The king was talking rapidly behind his hand to a man who bent over him, and Sanders, his hands still in his jacket pockets, snapped down the safety catches of his automatic Colts.
All the time the girl spoke he was watching from the corners of his eyes the man who talked with the king. He saw him disappear in the crowd of soldiers who stood behind the squatting figures, and prepared for the worst.

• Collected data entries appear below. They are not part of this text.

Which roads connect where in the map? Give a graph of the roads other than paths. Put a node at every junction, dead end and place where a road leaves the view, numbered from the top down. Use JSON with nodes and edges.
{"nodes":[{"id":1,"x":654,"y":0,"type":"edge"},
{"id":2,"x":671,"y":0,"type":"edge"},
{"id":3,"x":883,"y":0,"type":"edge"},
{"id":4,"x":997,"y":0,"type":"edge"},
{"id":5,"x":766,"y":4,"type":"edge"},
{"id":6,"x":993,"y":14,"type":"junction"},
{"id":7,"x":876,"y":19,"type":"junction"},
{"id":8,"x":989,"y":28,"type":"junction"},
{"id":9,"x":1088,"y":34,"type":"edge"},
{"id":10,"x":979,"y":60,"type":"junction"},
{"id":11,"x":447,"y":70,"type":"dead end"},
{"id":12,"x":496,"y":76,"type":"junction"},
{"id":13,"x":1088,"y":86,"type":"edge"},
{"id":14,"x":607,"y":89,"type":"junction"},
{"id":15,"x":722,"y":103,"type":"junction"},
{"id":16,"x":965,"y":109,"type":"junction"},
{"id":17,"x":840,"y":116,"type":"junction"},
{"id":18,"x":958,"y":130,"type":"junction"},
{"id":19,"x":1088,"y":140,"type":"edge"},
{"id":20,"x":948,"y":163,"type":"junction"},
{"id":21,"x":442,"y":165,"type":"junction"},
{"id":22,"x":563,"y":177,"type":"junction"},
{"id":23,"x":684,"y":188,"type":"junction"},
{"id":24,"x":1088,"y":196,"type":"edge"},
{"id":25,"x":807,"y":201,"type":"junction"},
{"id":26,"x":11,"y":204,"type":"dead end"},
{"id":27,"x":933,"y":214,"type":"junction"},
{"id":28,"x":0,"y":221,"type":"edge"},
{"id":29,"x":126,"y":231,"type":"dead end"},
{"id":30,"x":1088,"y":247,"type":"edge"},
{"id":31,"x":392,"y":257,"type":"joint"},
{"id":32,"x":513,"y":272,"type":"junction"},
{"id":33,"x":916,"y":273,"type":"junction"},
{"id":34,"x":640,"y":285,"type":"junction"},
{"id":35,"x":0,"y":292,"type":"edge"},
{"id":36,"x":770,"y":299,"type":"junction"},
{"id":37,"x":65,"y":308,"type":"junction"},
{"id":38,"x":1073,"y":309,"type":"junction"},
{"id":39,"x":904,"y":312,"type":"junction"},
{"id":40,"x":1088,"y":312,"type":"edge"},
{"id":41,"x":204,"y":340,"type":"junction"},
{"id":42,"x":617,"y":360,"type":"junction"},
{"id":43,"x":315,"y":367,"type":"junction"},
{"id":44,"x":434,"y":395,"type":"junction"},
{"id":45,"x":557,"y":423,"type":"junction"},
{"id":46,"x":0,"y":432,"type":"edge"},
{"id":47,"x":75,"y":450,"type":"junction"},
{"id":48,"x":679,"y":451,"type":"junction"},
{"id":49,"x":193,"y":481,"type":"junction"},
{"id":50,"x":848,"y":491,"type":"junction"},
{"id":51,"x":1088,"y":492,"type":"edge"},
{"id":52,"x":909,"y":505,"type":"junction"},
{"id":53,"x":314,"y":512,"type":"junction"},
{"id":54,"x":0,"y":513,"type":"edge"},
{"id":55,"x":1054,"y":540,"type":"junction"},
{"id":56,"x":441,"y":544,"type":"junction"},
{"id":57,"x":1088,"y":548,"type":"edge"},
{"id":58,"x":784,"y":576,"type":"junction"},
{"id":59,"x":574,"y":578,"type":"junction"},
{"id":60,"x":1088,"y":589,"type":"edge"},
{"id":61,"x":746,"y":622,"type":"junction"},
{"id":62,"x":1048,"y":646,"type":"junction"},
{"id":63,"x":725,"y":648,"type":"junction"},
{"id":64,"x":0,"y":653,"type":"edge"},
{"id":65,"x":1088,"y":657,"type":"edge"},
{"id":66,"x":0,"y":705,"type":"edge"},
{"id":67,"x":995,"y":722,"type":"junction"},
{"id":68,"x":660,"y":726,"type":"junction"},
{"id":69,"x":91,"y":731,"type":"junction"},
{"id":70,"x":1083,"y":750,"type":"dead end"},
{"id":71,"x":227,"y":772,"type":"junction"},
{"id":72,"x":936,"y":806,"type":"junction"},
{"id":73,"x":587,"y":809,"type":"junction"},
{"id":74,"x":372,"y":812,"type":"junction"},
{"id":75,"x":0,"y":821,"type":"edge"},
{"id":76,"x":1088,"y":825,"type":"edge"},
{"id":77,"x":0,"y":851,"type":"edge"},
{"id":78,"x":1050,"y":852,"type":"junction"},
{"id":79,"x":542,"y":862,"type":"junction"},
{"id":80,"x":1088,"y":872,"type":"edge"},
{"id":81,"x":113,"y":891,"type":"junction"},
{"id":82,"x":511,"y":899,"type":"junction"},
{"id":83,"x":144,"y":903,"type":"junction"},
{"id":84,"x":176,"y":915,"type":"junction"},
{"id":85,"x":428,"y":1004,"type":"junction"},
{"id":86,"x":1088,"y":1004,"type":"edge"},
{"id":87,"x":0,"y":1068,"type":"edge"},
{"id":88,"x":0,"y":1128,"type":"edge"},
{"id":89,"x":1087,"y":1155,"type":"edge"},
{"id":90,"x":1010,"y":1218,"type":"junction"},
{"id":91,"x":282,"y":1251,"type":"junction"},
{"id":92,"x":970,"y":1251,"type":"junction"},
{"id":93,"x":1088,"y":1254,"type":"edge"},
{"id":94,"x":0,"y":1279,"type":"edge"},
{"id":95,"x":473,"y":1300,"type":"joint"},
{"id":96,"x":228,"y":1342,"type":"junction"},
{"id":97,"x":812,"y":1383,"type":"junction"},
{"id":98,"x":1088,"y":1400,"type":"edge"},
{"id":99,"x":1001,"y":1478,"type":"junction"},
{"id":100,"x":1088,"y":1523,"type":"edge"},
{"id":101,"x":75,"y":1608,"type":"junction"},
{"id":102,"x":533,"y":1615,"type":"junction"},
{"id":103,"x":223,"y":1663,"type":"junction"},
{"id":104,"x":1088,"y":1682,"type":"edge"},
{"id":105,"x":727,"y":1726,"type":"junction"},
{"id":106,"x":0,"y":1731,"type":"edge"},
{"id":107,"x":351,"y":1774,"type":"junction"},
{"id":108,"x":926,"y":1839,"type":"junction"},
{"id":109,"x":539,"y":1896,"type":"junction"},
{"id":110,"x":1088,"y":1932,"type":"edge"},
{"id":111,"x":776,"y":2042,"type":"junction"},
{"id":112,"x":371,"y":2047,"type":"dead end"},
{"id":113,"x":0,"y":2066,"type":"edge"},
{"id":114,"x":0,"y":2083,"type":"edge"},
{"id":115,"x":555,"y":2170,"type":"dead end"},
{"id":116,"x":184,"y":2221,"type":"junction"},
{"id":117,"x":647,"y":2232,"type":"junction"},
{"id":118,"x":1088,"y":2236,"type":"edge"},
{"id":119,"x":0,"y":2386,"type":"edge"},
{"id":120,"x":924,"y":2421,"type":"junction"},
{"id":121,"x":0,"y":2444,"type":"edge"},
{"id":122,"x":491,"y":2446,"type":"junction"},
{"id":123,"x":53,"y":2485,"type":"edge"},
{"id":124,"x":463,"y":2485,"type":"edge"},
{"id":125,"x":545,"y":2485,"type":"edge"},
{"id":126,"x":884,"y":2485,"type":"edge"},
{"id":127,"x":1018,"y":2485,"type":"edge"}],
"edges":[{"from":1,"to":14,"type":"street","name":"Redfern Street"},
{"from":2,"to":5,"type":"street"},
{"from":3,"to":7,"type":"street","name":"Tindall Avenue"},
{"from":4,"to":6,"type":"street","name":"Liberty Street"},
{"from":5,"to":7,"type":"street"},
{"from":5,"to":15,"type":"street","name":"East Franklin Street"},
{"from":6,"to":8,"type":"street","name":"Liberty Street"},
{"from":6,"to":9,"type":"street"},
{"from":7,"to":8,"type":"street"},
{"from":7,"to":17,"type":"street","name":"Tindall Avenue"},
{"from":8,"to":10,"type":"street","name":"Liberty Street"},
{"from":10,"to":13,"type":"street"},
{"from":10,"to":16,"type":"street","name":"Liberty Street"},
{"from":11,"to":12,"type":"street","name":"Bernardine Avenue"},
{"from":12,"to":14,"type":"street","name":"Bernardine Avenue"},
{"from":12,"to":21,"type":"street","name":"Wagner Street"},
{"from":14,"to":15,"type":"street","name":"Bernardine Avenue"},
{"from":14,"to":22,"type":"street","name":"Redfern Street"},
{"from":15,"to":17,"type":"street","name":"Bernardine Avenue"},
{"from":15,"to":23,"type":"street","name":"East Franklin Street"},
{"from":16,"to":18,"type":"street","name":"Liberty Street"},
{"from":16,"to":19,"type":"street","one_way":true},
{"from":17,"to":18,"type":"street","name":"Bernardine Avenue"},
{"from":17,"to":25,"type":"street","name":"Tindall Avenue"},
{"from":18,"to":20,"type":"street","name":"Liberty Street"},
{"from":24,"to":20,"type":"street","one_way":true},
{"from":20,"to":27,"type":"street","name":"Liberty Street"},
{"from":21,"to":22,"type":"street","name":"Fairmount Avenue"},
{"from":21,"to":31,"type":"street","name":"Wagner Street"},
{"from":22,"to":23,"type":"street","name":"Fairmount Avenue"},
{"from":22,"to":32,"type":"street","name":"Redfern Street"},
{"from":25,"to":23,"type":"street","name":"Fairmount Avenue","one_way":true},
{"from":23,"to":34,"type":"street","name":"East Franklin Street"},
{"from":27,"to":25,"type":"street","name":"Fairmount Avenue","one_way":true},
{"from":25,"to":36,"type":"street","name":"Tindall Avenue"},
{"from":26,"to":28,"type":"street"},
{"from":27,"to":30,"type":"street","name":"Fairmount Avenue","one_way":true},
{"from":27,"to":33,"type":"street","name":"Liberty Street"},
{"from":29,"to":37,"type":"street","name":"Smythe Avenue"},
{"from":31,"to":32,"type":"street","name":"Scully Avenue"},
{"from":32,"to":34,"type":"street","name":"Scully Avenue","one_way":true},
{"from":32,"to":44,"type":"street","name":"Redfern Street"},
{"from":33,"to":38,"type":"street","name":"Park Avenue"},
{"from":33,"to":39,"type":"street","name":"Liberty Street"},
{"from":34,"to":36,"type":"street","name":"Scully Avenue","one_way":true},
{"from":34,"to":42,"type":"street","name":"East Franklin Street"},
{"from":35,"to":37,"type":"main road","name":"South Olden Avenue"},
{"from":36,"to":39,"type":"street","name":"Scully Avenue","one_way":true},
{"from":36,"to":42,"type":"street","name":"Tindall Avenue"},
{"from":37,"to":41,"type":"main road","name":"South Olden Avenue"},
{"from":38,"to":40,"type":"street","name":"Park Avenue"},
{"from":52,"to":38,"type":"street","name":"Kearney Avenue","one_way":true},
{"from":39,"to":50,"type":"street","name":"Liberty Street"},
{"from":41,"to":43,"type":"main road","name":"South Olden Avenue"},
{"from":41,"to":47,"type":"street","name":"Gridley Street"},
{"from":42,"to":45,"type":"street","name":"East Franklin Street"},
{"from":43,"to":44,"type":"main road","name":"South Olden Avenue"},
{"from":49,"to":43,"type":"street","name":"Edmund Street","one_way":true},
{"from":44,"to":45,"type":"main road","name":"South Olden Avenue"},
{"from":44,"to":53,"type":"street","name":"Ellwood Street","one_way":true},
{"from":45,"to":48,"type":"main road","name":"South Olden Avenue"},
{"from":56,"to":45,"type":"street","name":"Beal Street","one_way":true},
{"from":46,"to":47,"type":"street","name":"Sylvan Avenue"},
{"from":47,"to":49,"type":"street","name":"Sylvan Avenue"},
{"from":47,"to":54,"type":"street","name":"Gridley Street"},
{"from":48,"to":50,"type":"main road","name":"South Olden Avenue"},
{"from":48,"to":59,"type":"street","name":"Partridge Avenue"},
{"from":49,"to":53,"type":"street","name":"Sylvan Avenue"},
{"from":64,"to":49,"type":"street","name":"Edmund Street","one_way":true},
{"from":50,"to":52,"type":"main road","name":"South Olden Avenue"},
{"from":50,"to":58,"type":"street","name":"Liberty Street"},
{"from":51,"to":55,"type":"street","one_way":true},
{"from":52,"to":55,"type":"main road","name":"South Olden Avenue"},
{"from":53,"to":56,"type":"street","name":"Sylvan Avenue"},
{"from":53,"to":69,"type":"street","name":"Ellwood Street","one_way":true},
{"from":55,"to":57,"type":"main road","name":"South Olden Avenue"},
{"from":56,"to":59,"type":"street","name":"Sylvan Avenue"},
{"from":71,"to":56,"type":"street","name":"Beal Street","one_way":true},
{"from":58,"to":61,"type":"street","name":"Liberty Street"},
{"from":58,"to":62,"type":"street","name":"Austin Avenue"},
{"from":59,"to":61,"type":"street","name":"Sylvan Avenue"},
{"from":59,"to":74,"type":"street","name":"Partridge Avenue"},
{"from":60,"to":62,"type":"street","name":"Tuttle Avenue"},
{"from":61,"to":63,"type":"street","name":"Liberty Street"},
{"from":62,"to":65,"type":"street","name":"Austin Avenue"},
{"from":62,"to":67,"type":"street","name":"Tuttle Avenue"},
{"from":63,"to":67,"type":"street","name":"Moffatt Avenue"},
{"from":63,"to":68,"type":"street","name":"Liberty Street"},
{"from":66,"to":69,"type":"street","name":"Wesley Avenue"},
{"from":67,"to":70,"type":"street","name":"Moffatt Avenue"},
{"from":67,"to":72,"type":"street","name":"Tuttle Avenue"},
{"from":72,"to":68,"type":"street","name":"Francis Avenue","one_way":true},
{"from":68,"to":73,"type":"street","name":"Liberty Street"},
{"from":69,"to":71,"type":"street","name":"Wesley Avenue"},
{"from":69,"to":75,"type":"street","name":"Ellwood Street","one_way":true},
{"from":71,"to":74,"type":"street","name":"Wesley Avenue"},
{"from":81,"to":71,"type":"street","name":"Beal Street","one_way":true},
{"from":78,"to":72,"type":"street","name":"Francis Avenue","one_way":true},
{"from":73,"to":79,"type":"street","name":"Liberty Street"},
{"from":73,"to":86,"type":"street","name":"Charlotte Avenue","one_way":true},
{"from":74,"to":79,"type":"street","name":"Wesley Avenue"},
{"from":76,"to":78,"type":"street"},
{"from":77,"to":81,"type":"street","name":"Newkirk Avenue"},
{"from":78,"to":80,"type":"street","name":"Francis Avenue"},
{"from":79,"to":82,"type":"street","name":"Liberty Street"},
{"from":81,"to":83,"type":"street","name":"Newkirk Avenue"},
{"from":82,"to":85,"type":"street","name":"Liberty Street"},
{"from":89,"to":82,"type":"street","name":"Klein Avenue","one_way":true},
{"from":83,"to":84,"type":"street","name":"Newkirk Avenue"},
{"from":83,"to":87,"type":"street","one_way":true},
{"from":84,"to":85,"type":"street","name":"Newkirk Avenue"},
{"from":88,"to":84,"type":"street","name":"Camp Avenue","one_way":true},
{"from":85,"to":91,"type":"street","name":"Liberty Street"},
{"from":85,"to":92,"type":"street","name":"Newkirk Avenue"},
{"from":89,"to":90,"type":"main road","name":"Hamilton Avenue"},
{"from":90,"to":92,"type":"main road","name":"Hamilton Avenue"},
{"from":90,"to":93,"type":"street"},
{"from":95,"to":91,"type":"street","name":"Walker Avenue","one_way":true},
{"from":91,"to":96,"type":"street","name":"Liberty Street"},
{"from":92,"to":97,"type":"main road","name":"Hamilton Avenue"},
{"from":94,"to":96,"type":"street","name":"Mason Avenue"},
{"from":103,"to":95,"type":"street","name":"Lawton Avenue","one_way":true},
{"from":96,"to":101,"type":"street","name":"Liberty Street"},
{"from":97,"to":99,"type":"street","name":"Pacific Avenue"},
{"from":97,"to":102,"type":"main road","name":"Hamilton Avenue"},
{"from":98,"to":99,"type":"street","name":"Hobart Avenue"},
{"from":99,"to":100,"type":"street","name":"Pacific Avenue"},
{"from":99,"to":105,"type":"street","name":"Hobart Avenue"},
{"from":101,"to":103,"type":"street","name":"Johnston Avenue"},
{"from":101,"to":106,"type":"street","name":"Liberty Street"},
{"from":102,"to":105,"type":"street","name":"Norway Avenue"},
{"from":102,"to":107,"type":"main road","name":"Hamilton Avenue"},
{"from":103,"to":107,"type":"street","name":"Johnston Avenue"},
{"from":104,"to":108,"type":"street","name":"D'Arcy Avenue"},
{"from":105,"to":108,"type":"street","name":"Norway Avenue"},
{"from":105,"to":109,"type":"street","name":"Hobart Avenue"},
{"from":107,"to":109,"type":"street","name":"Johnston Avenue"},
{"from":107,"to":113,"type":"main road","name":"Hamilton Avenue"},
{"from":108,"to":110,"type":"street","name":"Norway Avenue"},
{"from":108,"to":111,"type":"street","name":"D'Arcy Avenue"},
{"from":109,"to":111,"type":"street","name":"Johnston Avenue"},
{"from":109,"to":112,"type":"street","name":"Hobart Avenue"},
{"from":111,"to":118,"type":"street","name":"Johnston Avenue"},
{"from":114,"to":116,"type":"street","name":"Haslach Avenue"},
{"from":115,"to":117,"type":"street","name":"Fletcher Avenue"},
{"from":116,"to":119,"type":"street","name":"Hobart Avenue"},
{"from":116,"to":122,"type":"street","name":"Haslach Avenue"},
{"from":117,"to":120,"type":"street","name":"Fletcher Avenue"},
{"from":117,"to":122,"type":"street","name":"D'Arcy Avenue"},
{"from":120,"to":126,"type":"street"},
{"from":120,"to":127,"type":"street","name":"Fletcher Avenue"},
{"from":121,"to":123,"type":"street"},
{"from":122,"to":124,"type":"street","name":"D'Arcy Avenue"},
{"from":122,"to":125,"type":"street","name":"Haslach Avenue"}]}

"Since I may not dance for you," the girl was saying, "my lord the king would have you dance for me."
"That is folly," said Sanders: then he saw the line on either side wheel forward, and out came his pistols.
"Crack! Crack!"
The shot intended for the king missed him, and broke the leg of a soldier behind.
It had been hopeless from the first; this Sanders realised with some philosophy, as he lay stretched on the baked earth, trussed like a fowl, and exceedingly uncomfortable. At the first shot Abiboo, obeying his instructions, would turn the bows of the steamer down stream; this was the only poor satisfaction he could derive from the situation.
Throughout that long day, with a pitiless sun beating down upon him, he lay in the midst of an armed guard, waiting for the death which must come in some dreadful form or other.